ACTIVITY →
Pictures stay out of the copy; set down each line of the listing below exactly.

DATA TO EXAMINE →
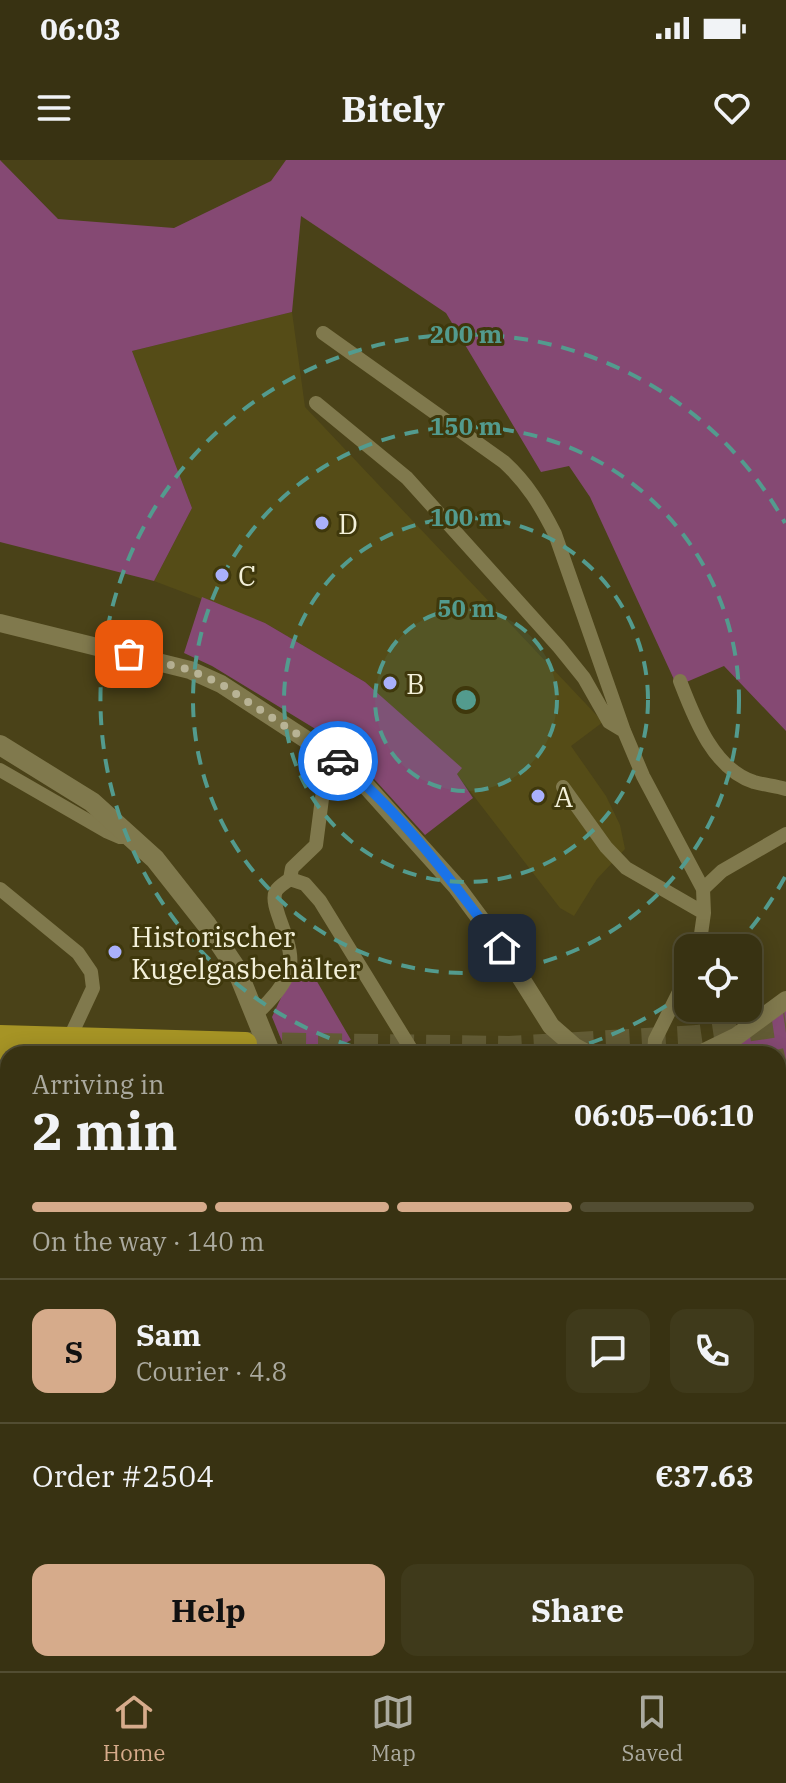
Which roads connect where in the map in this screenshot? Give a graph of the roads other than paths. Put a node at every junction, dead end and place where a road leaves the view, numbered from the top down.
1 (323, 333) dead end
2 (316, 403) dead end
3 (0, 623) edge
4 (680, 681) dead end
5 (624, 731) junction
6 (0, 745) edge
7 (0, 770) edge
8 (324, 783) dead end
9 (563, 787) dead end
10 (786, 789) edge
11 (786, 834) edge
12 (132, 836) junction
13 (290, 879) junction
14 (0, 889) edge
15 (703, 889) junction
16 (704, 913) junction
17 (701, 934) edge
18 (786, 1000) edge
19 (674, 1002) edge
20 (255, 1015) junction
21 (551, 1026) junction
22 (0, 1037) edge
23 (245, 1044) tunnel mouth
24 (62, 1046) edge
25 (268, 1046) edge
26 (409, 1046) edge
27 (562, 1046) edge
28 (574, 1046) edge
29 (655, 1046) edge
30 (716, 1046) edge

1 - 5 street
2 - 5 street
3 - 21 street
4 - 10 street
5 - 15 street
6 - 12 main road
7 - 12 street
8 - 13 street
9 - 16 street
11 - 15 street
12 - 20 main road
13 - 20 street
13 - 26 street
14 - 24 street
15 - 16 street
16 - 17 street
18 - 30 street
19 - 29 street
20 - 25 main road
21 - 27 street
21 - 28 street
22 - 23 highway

YOUR RESPONSE →
Which roads connect where in the map in this screenshot? Give a graph of the roads other than paths. Put a node at every junction, dead end and place where a road leaves the view, numbered from the top down.
1 (323, 333) dead end
2 (316, 403) dead end
3 (0, 623) edge
4 (680, 681) dead end
5 (624, 731) junction
6 (0, 745) edge
7 (0, 770) edge
8 (324, 783) dead end
9 (563, 787) dead end
10 (786, 789) edge
11 (786, 834) edge
12 (132, 836) junction
13 (290, 879) junction
14 (0, 889) edge
15 (703, 889) junction
16 (704, 913) junction
17 (701, 934) edge
18 (786, 1000) edge
19 (674, 1002) edge
20 (255, 1015) junction
21 (551, 1026) junction
22 (0, 1037) edge
23 (245, 1044) tunnel mouth
24 (62, 1046) edge
25 (268, 1046) edge
26 (409, 1046) edge
27 (562, 1046) edge
28 (574, 1046) edge
29 (655, 1046) edge
30 (716, 1046) edge

1 - 5 street
2 - 5 street
3 - 21 street
4 - 10 street
5 - 15 street
6 - 12 main road
7 - 12 street
8 - 13 street
9 - 16 street
11 - 15 street
12 - 20 main road
13 - 20 street
13 - 26 street
14 - 24 street
15 - 16 street
16 - 17 street
18 - 30 street
19 - 29 street
20 - 25 main road
21 - 27 street
21 - 28 street
22 - 23 highway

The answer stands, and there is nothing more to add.